Of course, agreeing not to sue is an easy concession right now for child sex abuse victims in New York. Thanks in part to lobbying by Dolan and his brother bishops, victims remain effectively powerless: the state's restrictive civil statute of limitations gives them only until age 21 to sue complicit employers. For the vast majority of victims, this is not enough time.

In terms of its statute of limitations for child sex crimes, New York state is an outlier: only Alabama and Michigan limit victims as severely.

This is bound to change. While the Child Victims Act was defeated yet again last year, it generated tremendous public support.

When it passes, the Act will give future victims more time to take action, and it will include a "look-back" clause: for a limited period, it will revive the currently expired civil claims of all abuse victims in New York.

This retroactivity is what worries Dolan. Lawsuits by victims will result not only in payouts by the church, but the disclosure of its secret abuse files, revealing what archdiocesan managers knew and when.

To date, because of New York's predator-friendly statute of limitations, the massive archdiocese's abuse problem has appeared tiny. Its only tally of accused priests occurred in 2004, when Cardinal Edward Egan claimed an implausible total of 49 accused priests since 1950 -- one percent of its active priests for that time period.

Consider that in Boston, with far fewer total priests, Cardinal Sean O'Malley conceded in 2011 that 250 priests since 1950 had been accused. In Los Angeles, Cardinal Roger Mahony counted 244 accused clergy. Even the small rural diocese of Manchester, N.H., concedes more accused priests than Dolan has acknowledged in New York.

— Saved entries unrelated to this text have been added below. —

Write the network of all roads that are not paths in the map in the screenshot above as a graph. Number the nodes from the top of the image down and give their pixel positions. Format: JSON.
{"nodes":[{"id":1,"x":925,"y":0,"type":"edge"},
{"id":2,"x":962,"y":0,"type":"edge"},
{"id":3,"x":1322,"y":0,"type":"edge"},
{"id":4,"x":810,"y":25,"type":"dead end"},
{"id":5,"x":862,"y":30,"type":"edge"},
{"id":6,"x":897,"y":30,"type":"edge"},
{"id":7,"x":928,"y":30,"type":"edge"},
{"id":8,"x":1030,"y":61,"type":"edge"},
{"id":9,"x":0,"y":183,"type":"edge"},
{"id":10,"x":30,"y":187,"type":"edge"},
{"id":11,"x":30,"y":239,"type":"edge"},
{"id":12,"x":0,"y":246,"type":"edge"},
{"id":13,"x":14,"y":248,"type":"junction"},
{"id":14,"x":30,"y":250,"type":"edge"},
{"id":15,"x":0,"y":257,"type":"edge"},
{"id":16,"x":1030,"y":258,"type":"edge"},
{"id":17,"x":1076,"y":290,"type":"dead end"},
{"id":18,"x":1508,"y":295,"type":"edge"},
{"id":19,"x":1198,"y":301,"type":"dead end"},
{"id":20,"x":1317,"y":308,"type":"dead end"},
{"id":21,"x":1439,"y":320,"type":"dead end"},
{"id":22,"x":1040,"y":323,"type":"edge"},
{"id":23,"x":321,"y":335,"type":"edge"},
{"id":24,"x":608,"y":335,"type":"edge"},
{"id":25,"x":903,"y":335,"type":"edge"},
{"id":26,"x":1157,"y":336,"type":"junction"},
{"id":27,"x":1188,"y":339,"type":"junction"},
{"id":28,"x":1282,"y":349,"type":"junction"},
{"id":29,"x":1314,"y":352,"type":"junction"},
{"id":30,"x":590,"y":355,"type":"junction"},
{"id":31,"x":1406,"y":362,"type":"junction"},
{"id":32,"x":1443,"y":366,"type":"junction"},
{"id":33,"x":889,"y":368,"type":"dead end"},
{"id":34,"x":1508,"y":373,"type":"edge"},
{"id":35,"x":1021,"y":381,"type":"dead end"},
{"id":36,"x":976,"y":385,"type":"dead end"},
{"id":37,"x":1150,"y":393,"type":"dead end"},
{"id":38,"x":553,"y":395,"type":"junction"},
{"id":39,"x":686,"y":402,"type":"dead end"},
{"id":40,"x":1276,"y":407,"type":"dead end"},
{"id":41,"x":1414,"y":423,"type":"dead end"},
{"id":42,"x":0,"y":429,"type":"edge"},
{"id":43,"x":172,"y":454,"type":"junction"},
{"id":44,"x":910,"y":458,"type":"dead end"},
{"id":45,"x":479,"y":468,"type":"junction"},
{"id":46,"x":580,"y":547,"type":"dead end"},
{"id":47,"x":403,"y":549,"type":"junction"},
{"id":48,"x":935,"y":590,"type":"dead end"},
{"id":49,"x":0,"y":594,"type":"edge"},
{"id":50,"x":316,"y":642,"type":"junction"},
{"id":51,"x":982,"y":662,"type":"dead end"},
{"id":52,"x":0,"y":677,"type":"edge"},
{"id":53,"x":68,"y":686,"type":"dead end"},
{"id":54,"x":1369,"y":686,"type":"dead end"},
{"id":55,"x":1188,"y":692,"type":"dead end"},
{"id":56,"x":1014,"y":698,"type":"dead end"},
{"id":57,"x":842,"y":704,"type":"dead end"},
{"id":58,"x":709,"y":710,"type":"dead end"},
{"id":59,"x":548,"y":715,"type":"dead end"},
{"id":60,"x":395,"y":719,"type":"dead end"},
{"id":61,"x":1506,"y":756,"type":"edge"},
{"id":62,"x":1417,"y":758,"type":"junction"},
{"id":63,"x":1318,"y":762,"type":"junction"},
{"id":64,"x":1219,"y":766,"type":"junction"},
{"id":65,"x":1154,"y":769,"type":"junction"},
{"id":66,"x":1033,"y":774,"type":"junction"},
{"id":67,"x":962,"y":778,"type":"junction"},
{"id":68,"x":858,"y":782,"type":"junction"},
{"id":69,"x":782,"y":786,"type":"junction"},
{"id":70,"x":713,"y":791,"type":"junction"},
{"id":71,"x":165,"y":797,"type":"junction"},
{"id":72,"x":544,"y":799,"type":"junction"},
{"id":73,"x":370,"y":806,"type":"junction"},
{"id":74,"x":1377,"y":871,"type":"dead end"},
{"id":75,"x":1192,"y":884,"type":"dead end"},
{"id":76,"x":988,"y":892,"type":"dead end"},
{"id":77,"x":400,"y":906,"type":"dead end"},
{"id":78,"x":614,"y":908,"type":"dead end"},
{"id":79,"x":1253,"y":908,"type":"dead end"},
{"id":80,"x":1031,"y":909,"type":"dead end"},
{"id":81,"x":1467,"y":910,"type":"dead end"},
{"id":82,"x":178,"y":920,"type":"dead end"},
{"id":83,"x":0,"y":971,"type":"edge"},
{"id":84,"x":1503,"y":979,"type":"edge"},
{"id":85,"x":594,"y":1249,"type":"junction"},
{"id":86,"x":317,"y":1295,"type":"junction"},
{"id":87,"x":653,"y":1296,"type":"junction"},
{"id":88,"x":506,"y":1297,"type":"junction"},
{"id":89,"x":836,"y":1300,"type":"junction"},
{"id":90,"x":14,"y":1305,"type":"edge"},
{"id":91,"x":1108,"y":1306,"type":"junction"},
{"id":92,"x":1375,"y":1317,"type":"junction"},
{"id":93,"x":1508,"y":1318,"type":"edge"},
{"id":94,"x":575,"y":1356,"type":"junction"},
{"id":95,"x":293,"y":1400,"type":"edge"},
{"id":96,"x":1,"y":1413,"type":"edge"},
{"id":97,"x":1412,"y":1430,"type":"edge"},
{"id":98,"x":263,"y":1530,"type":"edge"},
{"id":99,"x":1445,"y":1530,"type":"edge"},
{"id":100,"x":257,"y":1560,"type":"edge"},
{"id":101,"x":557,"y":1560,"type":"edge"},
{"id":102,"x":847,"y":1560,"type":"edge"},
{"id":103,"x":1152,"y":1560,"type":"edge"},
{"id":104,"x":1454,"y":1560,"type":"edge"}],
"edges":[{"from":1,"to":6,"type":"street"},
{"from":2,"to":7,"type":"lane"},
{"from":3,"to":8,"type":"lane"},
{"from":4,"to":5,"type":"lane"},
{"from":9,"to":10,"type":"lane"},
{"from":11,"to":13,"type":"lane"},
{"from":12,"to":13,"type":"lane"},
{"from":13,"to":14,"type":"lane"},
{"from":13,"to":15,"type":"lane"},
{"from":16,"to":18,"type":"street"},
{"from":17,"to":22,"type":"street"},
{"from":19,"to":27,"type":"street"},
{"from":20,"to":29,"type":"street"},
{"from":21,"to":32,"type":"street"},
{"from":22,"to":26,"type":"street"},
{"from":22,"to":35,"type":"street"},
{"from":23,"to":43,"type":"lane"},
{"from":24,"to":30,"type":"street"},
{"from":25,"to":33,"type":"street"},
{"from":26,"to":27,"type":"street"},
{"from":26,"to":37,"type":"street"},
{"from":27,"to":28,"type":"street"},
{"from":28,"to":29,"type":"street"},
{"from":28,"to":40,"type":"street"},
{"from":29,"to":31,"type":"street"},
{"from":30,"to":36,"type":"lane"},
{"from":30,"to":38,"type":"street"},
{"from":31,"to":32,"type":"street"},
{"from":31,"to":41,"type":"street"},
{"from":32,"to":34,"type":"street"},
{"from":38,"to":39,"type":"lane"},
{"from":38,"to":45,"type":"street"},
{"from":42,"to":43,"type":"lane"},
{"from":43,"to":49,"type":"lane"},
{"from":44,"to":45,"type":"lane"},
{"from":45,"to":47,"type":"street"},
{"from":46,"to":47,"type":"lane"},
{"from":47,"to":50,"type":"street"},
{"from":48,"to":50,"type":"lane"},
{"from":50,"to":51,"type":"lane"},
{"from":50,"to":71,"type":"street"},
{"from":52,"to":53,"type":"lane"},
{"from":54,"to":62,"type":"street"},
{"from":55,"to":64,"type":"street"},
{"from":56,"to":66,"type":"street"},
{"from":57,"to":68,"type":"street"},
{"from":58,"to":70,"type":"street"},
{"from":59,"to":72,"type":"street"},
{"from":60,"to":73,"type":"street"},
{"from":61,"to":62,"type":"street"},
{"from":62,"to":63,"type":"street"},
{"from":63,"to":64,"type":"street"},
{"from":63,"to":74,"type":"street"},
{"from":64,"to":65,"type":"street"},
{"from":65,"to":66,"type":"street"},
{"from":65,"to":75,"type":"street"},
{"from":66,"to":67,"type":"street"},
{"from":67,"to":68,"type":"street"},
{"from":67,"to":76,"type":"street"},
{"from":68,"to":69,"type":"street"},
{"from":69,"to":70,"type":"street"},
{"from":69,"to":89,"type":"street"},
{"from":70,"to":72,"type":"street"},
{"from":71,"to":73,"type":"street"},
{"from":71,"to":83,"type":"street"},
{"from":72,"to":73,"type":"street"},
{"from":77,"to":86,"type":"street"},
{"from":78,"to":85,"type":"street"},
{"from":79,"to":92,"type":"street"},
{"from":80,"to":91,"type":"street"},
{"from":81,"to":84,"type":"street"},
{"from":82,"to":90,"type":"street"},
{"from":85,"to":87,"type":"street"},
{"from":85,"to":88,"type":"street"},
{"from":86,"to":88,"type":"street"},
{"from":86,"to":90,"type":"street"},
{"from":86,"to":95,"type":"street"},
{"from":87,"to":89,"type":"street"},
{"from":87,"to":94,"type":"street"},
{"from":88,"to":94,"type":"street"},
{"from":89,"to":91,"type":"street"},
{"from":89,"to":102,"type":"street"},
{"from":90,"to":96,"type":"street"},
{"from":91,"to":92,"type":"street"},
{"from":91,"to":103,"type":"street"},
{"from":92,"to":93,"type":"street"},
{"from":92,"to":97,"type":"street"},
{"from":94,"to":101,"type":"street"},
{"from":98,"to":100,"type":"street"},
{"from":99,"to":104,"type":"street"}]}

Obviously, Dolan knows that his potential exposure is enormous, and one victim at a time, his new program will chip away at this perceived threat. Every participant will represent a case that will never be brought to light; a perpetrator's name that may never be made public; and perhaps, a story of archdiocesan mismanagement that will never be revealed.

Inevitably, his plan will exploit those who are desperate: I'll give you quick money, but you must keep my secrets.

Dolan has pre-empted victims before. In his prior post in Milwaukee, shortly before an expected state Supreme Court decision that would allow victims to sue for fraud, the archbishop quietly transferred $57 million in church funds into a special cemetery trust that would be off-limits to plaintiffs.

In this year of "grace and challenge," the cardinal should do things differently. Mercy cannot come with chains. Dolan should eliminate requirements for the victim to stay silent about any aspect of the mediation. And he should accompany the fund with radical transparency.

After all, there is the promise of his fund's title: the Independent Reconciliation and Compensation Program. The cardinal is using our church's language to sacramentalize his scheme, so let him follow through. As every First Communicant knows, "reconciliation" occurs only with disclosure and confession. Dolan should come clean, before the courts force him to do so. He should publish a list of accused clerics, as more than 30 other U.S. bishops have done. He should release the archdiocese's secret files on all of its abusers. And he should tell his lobbyist in Albany to cease and desist.

Without transparency and honesty, Dolan's fund becomes just another tactic to make sure the New York archdiocese doesn't answer for its actions -- an accountability dodge that ultimately hurts children, victims, parishioners, and the church's own chance for redemption.

[Anne Barrett Doyle is co-director of BishopAccountability.org, an independent non-profit based in Waltham, Mass., founded in 2003, to research child abuse by priests and religious and on the management of those cases by bishops, religious orders and the Holy See.]